Sanki acının alasını ölen masumlar değil de geride öldürmenin zaferiyle, hayatta kalanlar ömür boyu, vicdanları sayesinde yaşıyor gibi... Şimdi düşünüyorum da, Orta Doğu'da yaşanan katliamlardan zaferle ayrılanları... Paramparça ettikleri vücutlar, bebekler, aileler, yaşamlar, ömür boyu her gün onların peşini bırakmıyorsa, kazandıkları zafer yıllar içinde kendilerini yiyip bitirmişse ve son nefeslerini pişmanlık, aldanmışlık ve kahır içinde veriyorlarsa zafer nedir sorusunun yanıtını en iyi onlar verebilir sanki...

59.408 şehidin kimliğinin belirlenebildiğini söyleyince rehberimiz, o anda sanki tüm beynim durmuştu. O gün dinlediklerimi algılamakta çok zorlanıyordum.

“Ey bu topraklar için toprağa düşmüş asker!
Gökten ecdad inerek öpse o pak alnı değer.
Sana dar gelmeyecek makberi kimler kazsın?
Gömelim gel seni tarihe desem, sığmazsın.”

1915 SEDDÜLBAHİR SAVAŞ MALZEMELERİ MÜZESİ
Gelibolu’ya geldiğinizde bu müzeye uğrayın. Bir zamanlar savaş alanında bulunmuş birçok şeyi göreceksiniz burada.
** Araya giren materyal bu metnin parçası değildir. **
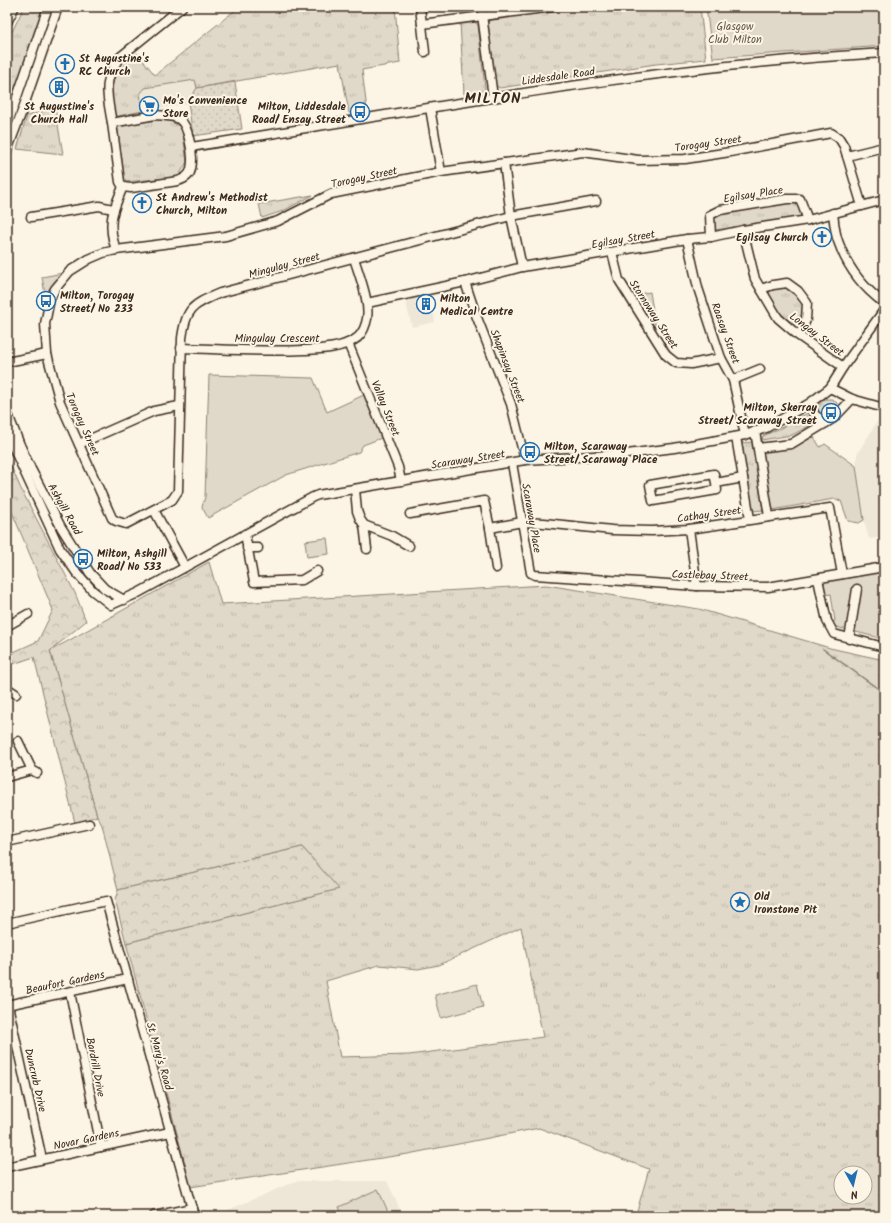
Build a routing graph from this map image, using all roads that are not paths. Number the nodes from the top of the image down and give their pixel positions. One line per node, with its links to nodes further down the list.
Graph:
1 (48, 7): 13 (street)
2 (58, 7): 16 (street)
3 (182, 7): 12 (street)
4 (420, 7): 7 (street)
5 (552, 7): 6 (street)
6 (482, 15): 7 (street); 10 (street)
7 (422, 24): 8 (street)
8 (425, 52)
9 (884, 53): 10 (street, Liddesdale Road)
10 (493, 97): 11 (street, Liddesdale Road)
11 (430, 108): 14 (street, Liddesdale Road); 19 (street)
12 (112, 122): 14 (street); 20 (street)
13 (7, 126)
14 (191, 147): 20 (street)
15 (884, 147): 17 (street)
16 (7, 151)
17 (847, 156): 18 (street, Torogay Street); 23 (street, Torogay Street)
18 (504, 163): 19 (street, Torogay Street); 26 (street)
19 (441, 172): 32 (street, Torogay Street)
20 (123, 187): 24 (street)
21 (884, 200): 23 (street, Egilsay Street)
22 (596, 201): 26 (street, Mingulay Street)
23 (862, 206): 25 (street, Egilsay Street)
24 (113, 209): 27 (street); 32 (street)
25 (833, 213): 28 (street, Egilsay Street); 39 (street)
26 (512, 216): 34 (street, Mingulay Street); 35 (street)
27 (31, 217)
28 (808, 220): 29 (street, Egilsay Street); 30 (street, Egilsay Place)
29 (743, 230): 30 (street, Egilsay Street); 37 (street, Longay Street)
30 (711, 237): 31 (street, Egilsay Street)
31 (687, 239): 33 (street, Egilsay Street); 45 (street, Raasay Street)
32 (116, 250): 44 (street, Torogay Street)
33 (612, 252): 35 (street, Egilsay Street); 45 (street, Stornoway Street)
34 (354, 258): 38 (street, Mingulay Crescent); 43 (street, Mingulay Street)
35 (522, 267): 36 (street, Egilsay Street)
36 (465, 282): 38 (street, Egilsay Street); 63 (street, Shapinsay Street)
37 (760, 289): 41 (street, Longay Street); 41 (street)
38 (367, 303): 42 (street, Mingulay Crescent)
39 (884, 303)
40 (884, 310): 47 (street, Scaraway Street)
41 (799, 336): 47 (street, Longay Street)
42 (348, 343): 43 (street, Mingulay Crescent); 66 (street, Vallay Street)
43 (181, 348): 53 (street, Mingulay Street)
44 (47, 354): 46 (street); 61 (street, Torogay Street)
45 (721, 358): 49 (street, Raasay Street)
46 (7, 362)
47 (843, 367): 50 (street, Scaraway Street)
48 (760, 369): 49 (street)
49 (733, 380): 59 (street, Raasay Street)
50 (830, 388): 51 (street); 52 (street, Scaraway Street)
51 (852, 399): 54 (street); 56 (street)
52 (810, 403): 56 (street); 57 (street, Scaraway Street)
53 (179, 406): 61 (street); 69 (street, Mingulay Street)
54 (884, 408)
55 (7, 412): 91 (street, Ashgill Road)
56 (826, 423): 62 (street)
57 (756, 431): 59 (street, Scaraway Street); 62 (street)
58 (7, 434): 91 (street, Ashgill Road)
59 (745, 435): 60 (street, Scaraway Street)
60 (736, 436): 63 (street, Scaraway Street); 65 (street)
61 (80, 444): 69 (street, Torogay Street)
62 (758, 448): 71 (street)
63 (525, 460): 64 (street, Scaraway Street)
64 (512, 463): 66 (street, Scaraway Street); 73 (street, Scaraway Place)
65 (743, 478): 67 (street); 72 (street)
66 (401, 481): 68 (street, Scaraway Street)
67 (716, 483): 67 (street)
68 (355, 490): 74 (street); 77 (street, Scaraway Street)
69 (154, 510): 82 (street)
70 (410, 514): 75 (street)
71 (769, 516): 72 (street, Cathay Street); 86 (street, Cathay Street)
72 (750, 519): 76 (street, Cathay Street)
73 (522, 522): 75 (street, Cathay Street); 76 (street, Cathay Street); 87 (street, Scaraway Place)
74 (364, 525): 78 (street); 81 (street)
75 (490, 528): 84 (street)
76 (689, 529): 89 (street)
77 (245, 534): 79 (street); 82 (street, Scaraway Street)
78 (409, 546)
79 (248, 548): 80 (street); 85 (street)
80 (258, 548)
81 (367, 549)
82 (185, 567): 91 (street, Scaraway Street)
83 (884, 567): 86 (street, Castlebay Street)
84 (496, 568)
85 (317, 571)
86 (842, 574): 88 (street, Castlebay Street)
87 (535, 576): 89 (street, Castlebay Street)
88 (818, 579): 89 (street, Castlebay Street); 94 (street)
89 (697, 586)
90 (857, 589): 94 (street)
91 (124, 600)
92 (28, 614): 93 (street)
93 (7, 626)
94 (849, 639): 95 (street)
95 (884, 647)
96 (7, 688): 97 (street)
97 (16, 694)
98 (18, 741): 99 (street)
99 (7, 777)
100 (89, 824): 101 (street)
101 (7, 842)
102 (7, 923): 103 (street, St Mary's Road)
103 (128, 979): 104 (street, Beaufort Gardens); 106 (street, St Mary's Road)
104 (70, 992): 105 (street, Beaufort Gardens); 107 (street, Bardrill Drive)
105 (7, 1005): 108 (street, Duncrub Drive)
106 (170, 1132): 107 (street, Novar Gardens); 110 (street, St Mary's Road)
107 (101, 1147): 108 (street, Novar Gardens)
108 (42, 1160): 109 (street, Novar Gardens)
109 (7, 1167)
110 (193, 1212): 111 (street)
111 (154, 1216)

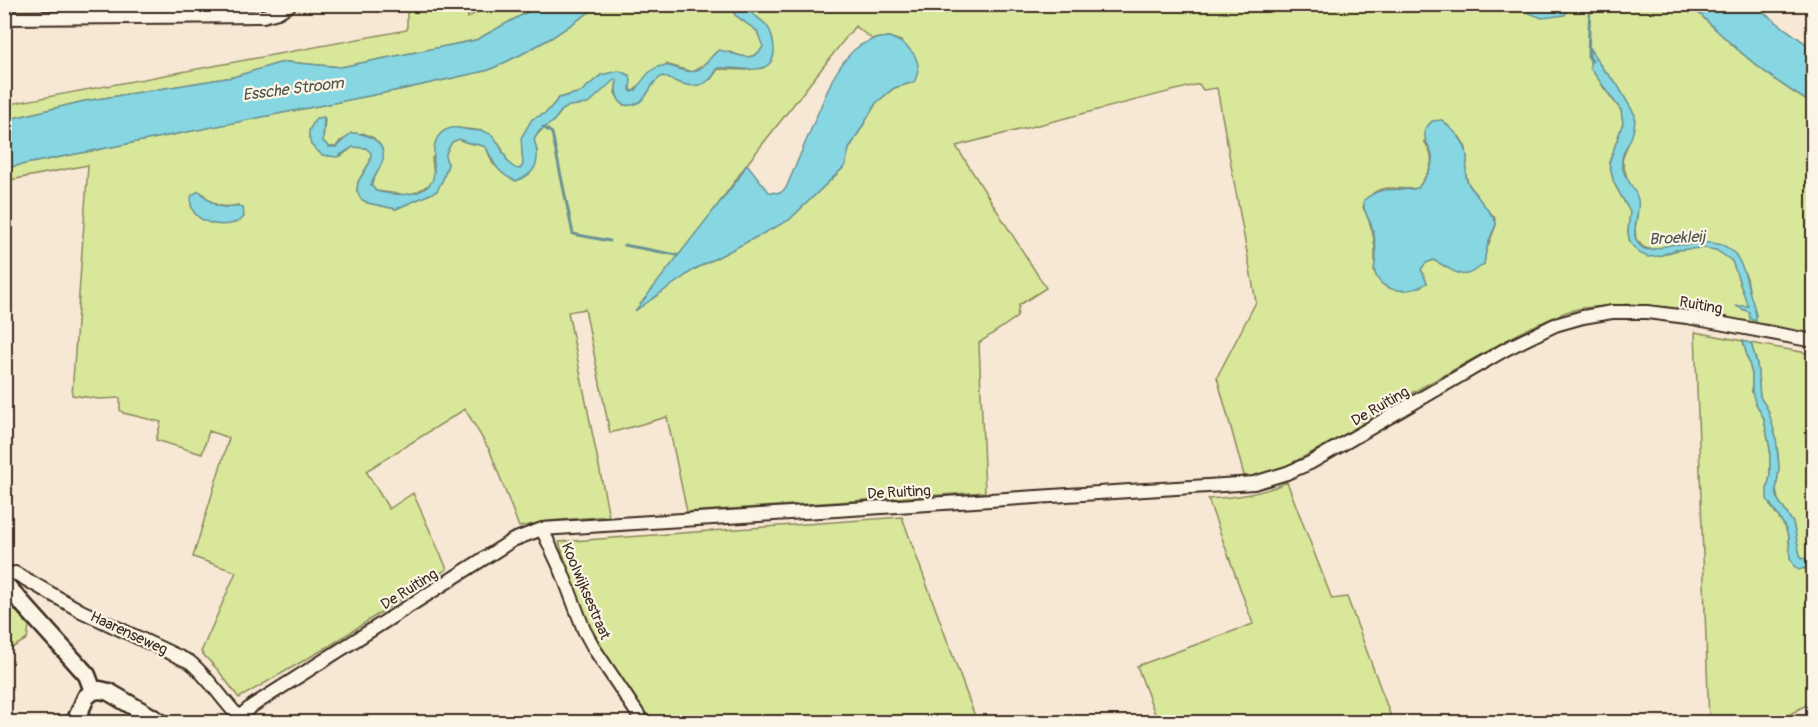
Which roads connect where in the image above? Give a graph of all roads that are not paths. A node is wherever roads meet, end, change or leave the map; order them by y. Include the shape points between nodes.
1 (291, 4) edge
2 (4, 18) edge
3 (1582, 317) joint
4 (1814, 341) edge
5 (543, 529) junction
6 (4, 576) edge
7 (4, 583) edge
8 (93, 691) junction
9 (235, 719) edge
10 (75, 723) edge
11 (160, 723) edge
12 (643, 723) edge

1 - 2 street via 263,16
3 - 4 street, Ruiting via 1647,312
3 - 5 street, De Ruiting via 1535,333 1310,463 1254,483
5 - 9 street, De Ruiting via 513,540
5 - 12 street, Koolwijksestraat via 584,630
6 - 9 street, Haarenseweg via 15,573 81,611 182,658 201,671
7 - 8 street via 87,675
8 - 10 street via 86,697
8 - 11 street via 109,692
Benim gördüklerim o anlara götürdü beni. Gözlerim dalıp dalıp gitti her seferinde. Acele eden bir tur rehberim olmasaydı orada yarım günümü geçirebilir, ve yazacak sayfalarca şeyim olabilirdi. Zaten buradan ayrılırken bir dahaki gelişimi düşündüm. İnşallah, Gelibolu’ya bir kez daha ve belki bir kez daha gelecektim. Acaba bir dahakinde yanımda kimler olacaktı, savaşa dair hangi yeni olayları dinleyecektim diye düşündüm.   
Çanakkale Savaşı sırasında havada çarpışan mermiler insanı dehşete düşürüyor.

İngiliz asker ayakkabısı / Bir de aşağıdaki Türk askerimizin  ayakkabısına bakın. Yorumsuz...

Türk askerinin çarığı

Morto Koyu bir sonraki duraktı, Fransızların çıkarma yaptıkları yer. Hemen orada bir Fransız mezarlığı da bulunmakta. Gelibolu'ya gittiğinizde gerçekten de koyun koyuna savaşan askerlerin savaştıkları askerlerle koyun koyuna yattığını görebilirsiniz.

Oradan Ertuğrul Koyu’na geçtik. Burası 18 Mart 1915’de dünyanın en büyük birleşik donanmasıyla saldırıp, deniz yoluyla Çanakkale Boğazı’nı geçemeyeceğini anlayan düşmanın deniz destekli kara harekatı yapmaya karar verdiği yer. İtilaf devletleri 25 Nisan 1915 sabahı yarım adanın bu civarındaki beş bölgesine aynı anda çıkarma yapmayı planlamış. Sabahın alaca karanlığında Seddülbahir köyü sahili donanmanın yoğun bombardımanı altında 2000’i aşkın düşman askerinin Albion ve River gemilerinden karaya çıkartma mücadelesine sahne olmuş. İşte o koy… 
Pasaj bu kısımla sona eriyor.